Ok, so I have a new book I'm reading called "Conquering Infertility", by a woman who runs a Mind/Body infertility clinic in Boston.  It was a relief to read a book where she talks about exactly the thoughts that have been running through my mind for almost two years.  I had thought I was the only one who was so easily jealous or angry or weepy or just plain insane! But no, I am not insane!  The book deals with the emotional impact of infertility, the first book I've found that does so.  There are so many books on how to get pregnant, but nothing on the emotion behind the profound emotional impact of this process.  It's been a relief to read about other women's struggles, and to also have some tools to begin to deal with the emotions that flare up at the oddest,most inconvenient times.  It's not a how-to on getting pregnant, it's more about how to handle the emotional turmoil that happens within a woman/couple while going through this.  the author has helped some women come to terms with never conceiving a child and either adopting or finding peace with not having children.  Others have conceived after being in her ten week program in Boston.  
There is some very compelling research about the link between stress and infertility, and so her exercises help with relaxing for twenty minutes every day; and I mean really relaxing, so that my body isn't constantly hyped up with stress about where I'm at in my fertility cycle.  She also has tools that help with the negative and destructive thoughts that plague a woman's mind during all this.  It's helped me already and I've only been doing it for three days.
I have to say that lately my maternal instincts have been on hyper drive.  Every kid that crosses my path and that I have any kind of interaction with I want to mother.  It's hard to explain what I mean by this, so I won't try.  But let's just say I've had to restrain myself many a time.
I just started extra herbs to increase my yang energy, my acupuncturist is optimistic that this will help bring my ovulation sooner and keep my energy up afterwards, helping to hopefully conceive.  It's funny, I'm now taking a literal handful of pills three times a day!  I almost fill up on my supplements alone!
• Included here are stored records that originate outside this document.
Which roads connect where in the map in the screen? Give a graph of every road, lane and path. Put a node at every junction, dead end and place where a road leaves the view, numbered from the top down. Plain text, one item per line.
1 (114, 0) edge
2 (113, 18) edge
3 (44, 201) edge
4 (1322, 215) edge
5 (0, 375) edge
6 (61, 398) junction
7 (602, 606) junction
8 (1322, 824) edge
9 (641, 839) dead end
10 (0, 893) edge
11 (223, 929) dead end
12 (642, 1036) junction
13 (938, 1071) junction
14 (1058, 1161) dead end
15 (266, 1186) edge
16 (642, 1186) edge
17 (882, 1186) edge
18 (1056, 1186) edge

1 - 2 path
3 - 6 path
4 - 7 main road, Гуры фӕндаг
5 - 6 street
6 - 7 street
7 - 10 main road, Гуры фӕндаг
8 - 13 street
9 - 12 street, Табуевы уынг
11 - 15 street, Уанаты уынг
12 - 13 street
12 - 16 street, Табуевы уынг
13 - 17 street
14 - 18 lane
LOL!   But, it's better than IUI (intra-uterine injections; and yes, they are as painful as they sound! At least according to the women who have had to take them)
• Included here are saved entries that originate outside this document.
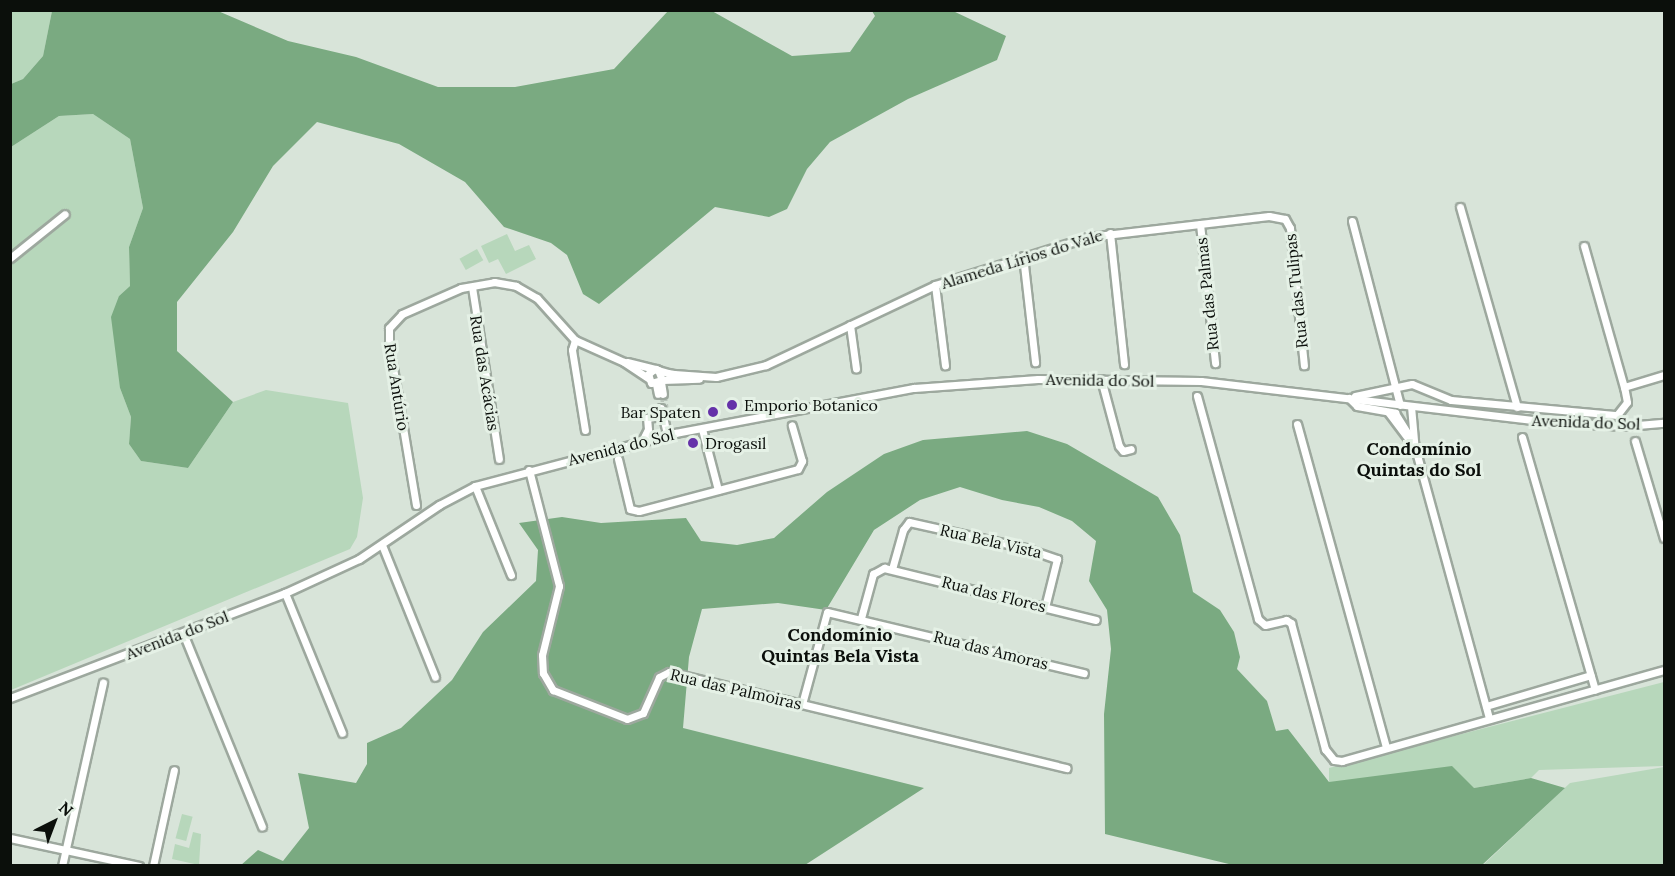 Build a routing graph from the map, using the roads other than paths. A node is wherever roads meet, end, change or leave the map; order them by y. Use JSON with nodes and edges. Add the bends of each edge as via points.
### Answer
{"nodes":[{"id":1,"x":1460,"y":207,"type":"dead end"},
{"id":2,"x":65,"y":214,"type":"dead end"},
{"id":3,"x":1285,"y":219,"type":"joint"},
{"id":4,"x":1352,"y":221,"type":"dead end"},
{"id":5,"x":1200,"y":224,"type":"junction"},
{"id":6,"x":1110,"y":233,"type":"junction"},
{"id":7,"x":1584,"y":246,"type":"dead end"},
{"id":8,"x":1023,"y":256,"type":"junction"},
{"id":9,"x":10,"y":258,"type":"edge"},
{"id":10,"x":935,"y":285,"type":"junction"},
{"id":11,"x":472,"y":287,"type":"junction"},
{"id":12,"x":850,"y":325,"type":"junction"},
{"id":13,"x":575,"y":340,"type":"junction"},
{"id":14,"x":624,"y":362,"type":"junction"},
{"id":15,"x":1035,"y":362,"type":"dead end"},
{"id":16,"x":1215,"y":363,"type":"dead end"},
{"id":17,"x":1124,"y":364,"type":"dead end"},
{"id":18,"x":945,"y":365,"type":"dead end"},
{"id":19,"x":1304,"y":365,"type":"dead end"},
{"id":20,"x":657,"y":369,"type":"junction"},
{"id":21,"x":856,"y":369,"type":"dead end"},
{"id":22,"x":1665,"y":375,"type":"edge"},
{"id":23,"x":704,"y":377,"type":"junction"},
{"id":24,"x":648,"y":378,"type":"junction"},
{"id":25,"x":1101,"y":380,"type":"junction"},
{"id":26,"x":660,"y":382,"type":"junction"},
{"id":27,"x":1398,"y":386,"type":"junction"},
{"id":28,"x":1624,"y":387,"type":"junction"},
{"id":29,"x":661,"y":394,"type":"tunnel mouth"},
{"id":30,"x":1197,"y":396,"type":"dead end"},
{"id":31,"x":1349,"y":398,"type":"junction"},
{"id":32,"x":1400,"y":405,"type":"junction"},
{"id":33,"x":1411,"y":405,"type":"junction"},
{"id":34,"x":1517,"y":407,"type":"junction"},
{"id":35,"x":1391,"y":412,"type":"junction"},
{"id":36,"x":1411,"y":414,"type":"junction"},
{"id":37,"x":648,"y":418,"type":"junction"},
{"id":38,"x":1665,"y":423,"type":"edge"},
{"id":39,"x":1297,"y":424,"type":"dead end"},
{"id":40,"x":792,"y":425,"type":"dead end"},
{"id":41,"x":702,"y":429,"type":"junction"},
{"id":42,"x":585,"y":430,"type":"dead end"},
{"id":43,"x":671,"y":434,"type":"junction"},
{"id":44,"x":1522,"y":437,"type":"dead end"},
{"id":45,"x":653,"y":438,"type":"junction"},
{"id":46,"x":642,"y":441,"type":"junction"},
{"id":47,"x":1635,"y":441,"type":"dead end"},
{"id":48,"x":1413,"y":444,"type":"junction"},
{"id":49,"x":1131,"y":449,"type":"dead end"},
{"id":50,"x":499,"y":459,"type":"dead end"},
{"id":51,"x":618,"y":459,"type":"dead end"},
{"id":52,"x":529,"y":470,"type":"junction"},
{"id":53,"x":475,"y":486,"type":"junction"},
{"id":54,"x":718,"y":490,"type":"junction"},
{"id":55,"x":416,"y":505,"type":"dead end"},
{"id":56,"x":1665,"y":538,"type":"edge"},
{"id":57,"x":382,"y":545,"type":"junction"},
{"id":58,"x":892,"y":569,"type":"junction"},
{"id":59,"x":511,"y":574,"type":"dead end"},
{"id":60,"x":285,"y":593,"type":"junction"},
{"id":61,"x":1045,"y":607,"type":"junction"},
{"id":62,"x":861,"y":618,"type":"junction"},
{"id":63,"x":1096,"y":620,"type":"dead end"},
{"id":64,"x":183,"y":633,"type":"junction"},
{"id":65,"x":1665,"y":670,"type":"edge"},
{"id":66,"x":1084,"y":673,"type":"dead end"},
{"id":67,"x":1591,"y":675,"type":"junction"},
{"id":68,"x":435,"y":677,"type":"dead end"},
{"id":69,"x":103,"y":683,"type":"dead end"},
{"id":70,"x":1548,"y":688,"type":"junction"},
{"id":71,"x":1595,"y":690,"type":"junction"},
{"id":72,"x":10,"y":698,"type":"edge"},
{"id":73,"x":1553,"y":703,"type":"junction"},
{"id":74,"x":802,"y":704,"type":"junction"},
{"id":75,"x":1486,"y":706,"type":"junction"},
{"id":76,"x":1489,"y":719,"type":"junction"},
{"id":77,"x":342,"y":732,"type":"dead end"},
{"id":78,"x":1386,"y":747,"type":"junction"},
{"id":79,"x":1067,"y":768,"type":"dead end"},
{"id":80,"x":174,"y":770,"type":"dead end"},
{"id":81,"x":262,"y":827,"type":"dead end"},
{"id":82,"x":10,"y":838,"type":"edge"},
{"id":83,"x":66,"y":848,"type":"junction"},
{"id":84,"x":62,"y":866,"type":"edge"},
{"id":85,"x":139,"y":866,"type":"edge"},
{"id":86,"x":153,"y":866,"type":"edge"}],
"edges":[{"from":1,"to":34,"type":"street"},
{"from":2,"to":9,"type":"street"},
{"from":3,"to":5,"type":"street","name":"Alameda Lírios do Vale","via":[[1269,216]]},
{"from":3,"to":19,"type":"street","name":"Rua das Tulipas","via":[[1290,228]]},
{"from":4,"to":27,"type":"street"},
{"from":5,"to":6,"type":"street","name":"Alameda Lírios do Vale"},
{"from":5,"to":16,"type":"street","name":"Rua das Palmas"},
{"from":6,"to":8,"type":"street","name":"Alameda Lírios do Vale"},
{"from":6,"to":17,"type":"street"},
{"from":7,"to":28,"type":"street"},
{"from":8,"to":10,"type":"street","name":"Alameda Lírios do Vale"},
{"from":8,"to":15,"type":"street"},
{"from":10,"to":12,"type":"street","name":"Alameda Lírios do Vale"},
{"from":10,"to":18,"type":"street"},
{"from":11,"to":13,"type":"street","name":"Rua Antúrio","via":[[494,282],[529,292]]},
{"from":11,"to":50,"type":"street","name":"Rua das Acácias"},
{"from":11,"to":55,"type":"street","name":"Rua Antúrio","via":[[424,303],[395,319],[389,328]]},
{"from":12,"to":21,"type":"street"},
{"from":12,"to":23,"type":"street","name":"Alameda Lírios do Vale","via":[[766,365]]},
{"from":13,"to":14,"type":"street","name":"Rua Antúrio"},
{"from":13,"to":42,"type":"street","via":[[572,350]]},
{"from":14,"to":20,"type":"street","name":"Alameda Lírios do Vale"},
{"from":14,"to":24,"type":"street"},
{"from":20,"to":23,"type":"street","name":"Alameda Lírios do Vale"},
{"from":20,"to":24,"type":"street"},
{"from":20,"to":26,"type":"street"},
{"from":22,"to":28,"type":"street"},
{"from":23,"to":26,"type":"street","name":"Alameda Lírios do Vale"},
{"from":24,"to":26,"type":"street"},
{"from":25,"to":31,"type":"street","name":"Avenida do Sol","via":[[1201,381]]},
{"from":25,"to":41,"type":"street","name":"Avenida do Sol","via":[[942,384]]},
{"from":25,"to":49,"type":"street","via":[[1119,446],[1123,451]]},
{"from":26,"to":29,"type":"street"},
{"from":27,"to":31,"type":"street"},
{"from":27,"to":32,"type":"street"},
{"from":27,"to":34,"type":"street","via":[[1419,385],[1451,400]]},
{"from":28,"to":34,"type":"street","via":[[1627,402],[1617,415]]},
{"from":30,"to":78,"type":"street","via":[[1261,624],[1289,621],[1325,749],[1329,756],[1342,761]]},
{"from":31,"to":32,"type":"street","name":"Avenida do Sol"},
{"from":31,"to":35,"type":"street","via":[[1357,406]]},
{"from":32,"to":33,"type":"street","name":"Avenida do Sol"},
{"from":33,"to":36,"type":"street"},
{"from":33,"to":38,"type":"street","name":"Avenida do Sol","via":[[1579,425]]},
{"from":35,"to":36,"type":"street"},
{"from":35,"to":48,"type":"street"},
{"from":36,"to":48,"type":"street"},
{"from":37,"to":43,"type":"street","via":[[665,411]]},
{"from":37,"to":45,"type":"street"},
{"from":37,"to":46,"type":"street"},
{"from":39,"to":78,"type":"street"},
{"from":40,"to":54,"type":"street","via":[[800,467]]},
{"from":41,"to":43,"type":"street","name":"Avenida do Sol"},
{"from":41,"to":54,"type":"street"},
{"from":43,"to":45,"type":"street","name":"Avenida do Sol"},
{"from":44,"to":67,"type":"street"},
{"from":45,"to":46,"type":"street","name":"Avenida do Sol"},
{"from":46,"to":52,"type":"street","name":"Avenida do Sol"},
{"from":47,"to":56,"type":"street"},
{"from":48,"to":75,"type":"street"},
{"from":51,"to":54,"type":"street","via":[[632,511]]},
{"from":52,"to":53,"type":"street","name":"Avenida do Sol"},
{"from":52,"to":74,"type":"street","name":"Rua das Palmoiras","via":[[558,586],[543,655],[543,673],[553,690],[627,719],[643,713],[656,682],[665,672]]},
{"from":53,"to":57,"type":"street","name":"Avenida do Sol","via":[[439,505]]},
{"from":53,"to":59,"type":"street"},
{"from":57,"to":60,"type":"street","name":"Avenida do Sol"},
{"from":57,"to":68,"type":"street"},
{"from":58,"to":61,"type":"street","name":"Rua das Flores"},
{"from":58,"to":61,"type":"street","name":"Rua Bela Vista","via":[[909,522],[1056,557]]},
{"from":58,"to":62,"type":"street","via":[[879,569],[873,574]]},
{"from":60,"to":64,"type":"street","name":"Avenida do Sol"},
{"from":60,"to":77,"type":"street"},
{"from":61,"to":63,"type":"street","name":"Rua das Flores"},
{"from":62,"to":66,"type":"street","name":"Rua das Amoras"},
{"from":62,"to":74,"type":"street","name":"Rua das Amoras","via":[[827,612]]},
{"from":64,"to":72,"type":"street","name":"Avenida do Sol"},
{"from":64,"to":81,"type":"street"},
{"from":65,"to":71,"type":"street"},
{"from":67,"to":70,"type":"street"},
{"from":67,"to":71,"type":"street"},
{"from":69,"to":83,"type":"street"},
{"from":70,"to":73,"type":"street"},
{"from":70,"to":75,"type":"street"},
{"from":71,"to":73,"type":"street"},
{"from":73,"to":76,"type":"street"},
{"from":74,"to":79,"type":"street","name":"Rua das Palmoiras"},
{"from":75,"to":76,"type":"street"},
{"from":76,"to":78,"type":"street"},
{"from":80,"to":86,"type":"street"},
{"from":82,"to":83,"type":"street"},
{"from":83,"to":84,"type":"street"},
{"from":83,"to":85,"type":"street"}]}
We will see what happens.   Right now, I'm working on day by day relaxing, letting myself cry if I need to, which is huge.  I have been trying to be brave, but it feels so good to just let it out and not let it build up.  I'm also trying to be more open with Dan when I'm having a rough day, he's so supportive.  We cry together sometimes and it's so much more comforting than crying alone, although sometimes I do because he's at work.
So, right now the key is: Relax.  And not just the profoundly non-comforting "Just relax and you'll have a baby!" (I seriously don't know who thought that was good advice for couples like us, but it's definately NOT.)  this type of relax leads to acceptance, come what may.  And I so need that.  I have not given up hope, but peace is a good thing to have.